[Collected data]
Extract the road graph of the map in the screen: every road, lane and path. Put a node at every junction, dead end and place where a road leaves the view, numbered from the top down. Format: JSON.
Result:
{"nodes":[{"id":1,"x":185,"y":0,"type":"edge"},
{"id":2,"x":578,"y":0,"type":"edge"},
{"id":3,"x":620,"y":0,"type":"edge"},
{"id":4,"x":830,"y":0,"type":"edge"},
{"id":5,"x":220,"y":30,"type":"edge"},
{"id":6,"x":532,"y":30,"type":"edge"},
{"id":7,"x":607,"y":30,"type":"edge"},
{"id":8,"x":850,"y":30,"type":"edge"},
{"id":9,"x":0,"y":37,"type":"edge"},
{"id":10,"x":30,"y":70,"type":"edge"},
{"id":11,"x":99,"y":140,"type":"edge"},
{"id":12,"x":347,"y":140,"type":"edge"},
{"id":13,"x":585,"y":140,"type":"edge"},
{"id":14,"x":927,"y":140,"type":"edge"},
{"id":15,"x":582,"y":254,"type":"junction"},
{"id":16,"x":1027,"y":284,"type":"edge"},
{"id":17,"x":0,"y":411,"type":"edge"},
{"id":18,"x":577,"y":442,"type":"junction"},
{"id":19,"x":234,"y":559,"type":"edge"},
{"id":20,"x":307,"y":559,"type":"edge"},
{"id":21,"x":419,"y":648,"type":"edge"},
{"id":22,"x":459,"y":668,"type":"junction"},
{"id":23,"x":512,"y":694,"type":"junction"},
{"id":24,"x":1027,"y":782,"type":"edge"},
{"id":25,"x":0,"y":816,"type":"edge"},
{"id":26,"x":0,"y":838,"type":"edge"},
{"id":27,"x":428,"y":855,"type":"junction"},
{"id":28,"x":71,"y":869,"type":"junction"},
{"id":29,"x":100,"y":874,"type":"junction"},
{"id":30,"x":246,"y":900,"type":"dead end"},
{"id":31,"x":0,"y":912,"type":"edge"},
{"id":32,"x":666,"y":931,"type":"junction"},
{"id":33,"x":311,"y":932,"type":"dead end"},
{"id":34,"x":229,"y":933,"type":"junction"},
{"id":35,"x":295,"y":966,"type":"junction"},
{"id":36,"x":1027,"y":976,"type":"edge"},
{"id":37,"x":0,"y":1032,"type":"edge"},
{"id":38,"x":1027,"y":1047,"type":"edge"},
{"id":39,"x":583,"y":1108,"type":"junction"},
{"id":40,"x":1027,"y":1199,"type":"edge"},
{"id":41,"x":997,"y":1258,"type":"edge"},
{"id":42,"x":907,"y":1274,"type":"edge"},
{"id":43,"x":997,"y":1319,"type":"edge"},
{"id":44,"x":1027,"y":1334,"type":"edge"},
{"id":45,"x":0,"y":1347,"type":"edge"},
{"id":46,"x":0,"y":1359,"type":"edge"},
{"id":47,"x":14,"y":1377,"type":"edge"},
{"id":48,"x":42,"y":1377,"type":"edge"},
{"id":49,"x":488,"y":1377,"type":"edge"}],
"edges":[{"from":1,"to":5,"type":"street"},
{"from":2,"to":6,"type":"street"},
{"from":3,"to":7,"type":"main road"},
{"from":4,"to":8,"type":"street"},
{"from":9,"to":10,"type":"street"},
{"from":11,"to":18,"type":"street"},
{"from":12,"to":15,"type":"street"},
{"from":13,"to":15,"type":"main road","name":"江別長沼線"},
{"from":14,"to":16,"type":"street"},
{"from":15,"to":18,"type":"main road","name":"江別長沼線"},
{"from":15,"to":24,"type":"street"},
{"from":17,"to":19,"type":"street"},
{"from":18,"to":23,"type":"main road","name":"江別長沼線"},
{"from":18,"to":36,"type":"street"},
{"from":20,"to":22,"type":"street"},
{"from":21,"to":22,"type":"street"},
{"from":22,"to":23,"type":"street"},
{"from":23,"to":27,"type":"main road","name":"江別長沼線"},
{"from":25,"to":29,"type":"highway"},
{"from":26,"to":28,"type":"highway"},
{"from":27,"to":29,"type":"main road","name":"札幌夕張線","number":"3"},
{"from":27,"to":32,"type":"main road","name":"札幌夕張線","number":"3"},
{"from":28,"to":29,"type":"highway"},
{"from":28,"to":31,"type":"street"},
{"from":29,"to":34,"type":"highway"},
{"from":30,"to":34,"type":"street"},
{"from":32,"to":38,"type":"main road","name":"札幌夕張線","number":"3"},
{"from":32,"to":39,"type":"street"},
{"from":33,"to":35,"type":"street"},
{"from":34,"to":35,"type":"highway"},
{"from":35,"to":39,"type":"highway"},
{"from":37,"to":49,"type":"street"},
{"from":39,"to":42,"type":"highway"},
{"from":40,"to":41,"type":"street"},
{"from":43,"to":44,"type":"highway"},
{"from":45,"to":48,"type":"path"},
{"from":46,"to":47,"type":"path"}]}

TASK TO COMPLETE »
Every record above must appear again in the answer, unchanged.

RESULT BELOW »
Extract the road graph of the map in the screen: every road, lane and path. Put a node at every junction, dead end and place where a road leaves the view, numbered from the top down. Format: JSON.
Result:
{"nodes":[{"id":1,"x":185,"y":0,"type":"edge"},
{"id":2,"x":578,"y":0,"type":"edge"},
{"id":3,"x":620,"y":0,"type":"edge"},
{"id":4,"x":830,"y":0,"type":"edge"},
{"id":5,"x":220,"y":30,"type":"edge"},
{"id":6,"x":532,"y":30,"type":"edge"},
{"id":7,"x":607,"y":30,"type":"edge"},
{"id":8,"x":850,"y":30,"type":"edge"},
{"id":9,"x":0,"y":37,"type":"edge"},
{"id":10,"x":30,"y":70,"type":"edge"},
{"id":11,"x":99,"y":140,"type":"edge"},
{"id":12,"x":347,"y":140,"type":"edge"},
{"id":13,"x":585,"y":140,"type":"edge"},
{"id":14,"x":927,"y":140,"type":"edge"},
{"id":15,"x":582,"y":254,"type":"junction"},
{"id":16,"x":1027,"y":284,"type":"edge"},
{"id":17,"x":0,"y":411,"type":"edge"},
{"id":18,"x":577,"y":442,"type":"junction"},
{"id":19,"x":234,"y":559,"type":"edge"},
{"id":20,"x":307,"y":559,"type":"edge"},
{"id":21,"x":419,"y":648,"type":"edge"},
{"id":22,"x":459,"y":668,"type":"junction"},
{"id":23,"x":512,"y":694,"type":"junction"},
{"id":24,"x":1027,"y":782,"type":"edge"},
{"id":25,"x":0,"y":816,"type":"edge"},
{"id":26,"x":0,"y":838,"type":"edge"},
{"id":27,"x":428,"y":855,"type":"junction"},
{"id":28,"x":71,"y":869,"type":"junction"},
{"id":29,"x":100,"y":874,"type":"junction"},
{"id":30,"x":246,"y":900,"type":"dead end"},
{"id":31,"x":0,"y":912,"type":"edge"},
{"id":32,"x":666,"y":931,"type":"junction"},
{"id":33,"x":311,"y":932,"type":"dead end"},
{"id":34,"x":229,"y":933,"type":"junction"},
{"id":35,"x":295,"y":966,"type":"junction"},
{"id":36,"x":1027,"y":976,"type":"edge"},
{"id":37,"x":0,"y":1032,"type":"edge"},
{"id":38,"x":1027,"y":1047,"type":"edge"},
{"id":39,"x":583,"y":1108,"type":"junction"},
{"id":40,"x":1027,"y":1199,"type":"edge"},
{"id":41,"x":997,"y":1258,"type":"edge"},
{"id":42,"x":907,"y":1274,"type":"edge"},
{"id":43,"x":997,"y":1319,"type":"edge"},
{"id":44,"x":1027,"y":1334,"type":"edge"},
{"id":45,"x":0,"y":1347,"type":"edge"},
{"id":46,"x":0,"y":1359,"type":"edge"},
{"id":47,"x":14,"y":1377,"type":"edge"},
{"id":48,"x":42,"y":1377,"type":"edge"},
{"id":49,"x":488,"y":1377,"type":"edge"}],
"edges":[{"from":1,"to":5,"type":"street"},
{"from":2,"to":6,"type":"street"},
{"from":3,"to":7,"type":"main road"},
{"from":4,"to":8,"type":"street"},
{"from":9,"to":10,"type":"street"},
{"from":11,"to":18,"type":"street"},
{"from":12,"to":15,"type":"street"},
{"from":13,"to":15,"type":"main road","name":"江別長沼線"},
{"from":14,"to":16,"type":"street"},
{"from":15,"to":18,"type":"main road","name":"江別長沼線"},
{"from":15,"to":24,"type":"street"},
{"from":17,"to":19,"type":"street"},
{"from":18,"to":23,"type":"main road","name":"江別長沼線"},
{"from":18,"to":36,"type":"street"},
{"from":20,"to":22,"type":"street"},
{"from":21,"to":22,"type":"street"},
{"from":22,"to":23,"type":"street"},
{"from":23,"to":27,"type":"main road","name":"江別長沼線"},
{"from":25,"to":29,"type":"highway"},
{"from":26,"to":28,"type":"highway"},
{"from":27,"to":29,"type":"main road","name":"札幌夕張線","number":"3"},
{"from":27,"to":32,"type":"main road","name":"札幌夕張線","number":"3"},
{"from":28,"to":29,"type":"highway"},
{"from":28,"to":31,"type":"street"},
{"from":29,"to":34,"type":"highway"},
{"from":30,"to":34,"type":"street"},
{"from":32,"to":38,"type":"main road","name":"札幌夕張線","number":"3"},
{"from":32,"to":39,"type":"street"},
{"from":33,"to":35,"type":"street"},
{"from":34,"to":35,"type":"highway"},
{"from":35,"to":39,"type":"highway"},
{"from":37,"to":49,"type":"street"},
{"from":39,"to":42,"type":"highway"},
{"from":40,"to":41,"type":"street"},
{"from":43,"to":44,"type":"highway"},
{"from":45,"to":48,"type":"path"},
{"from":46,"to":47,"type":"path"}]}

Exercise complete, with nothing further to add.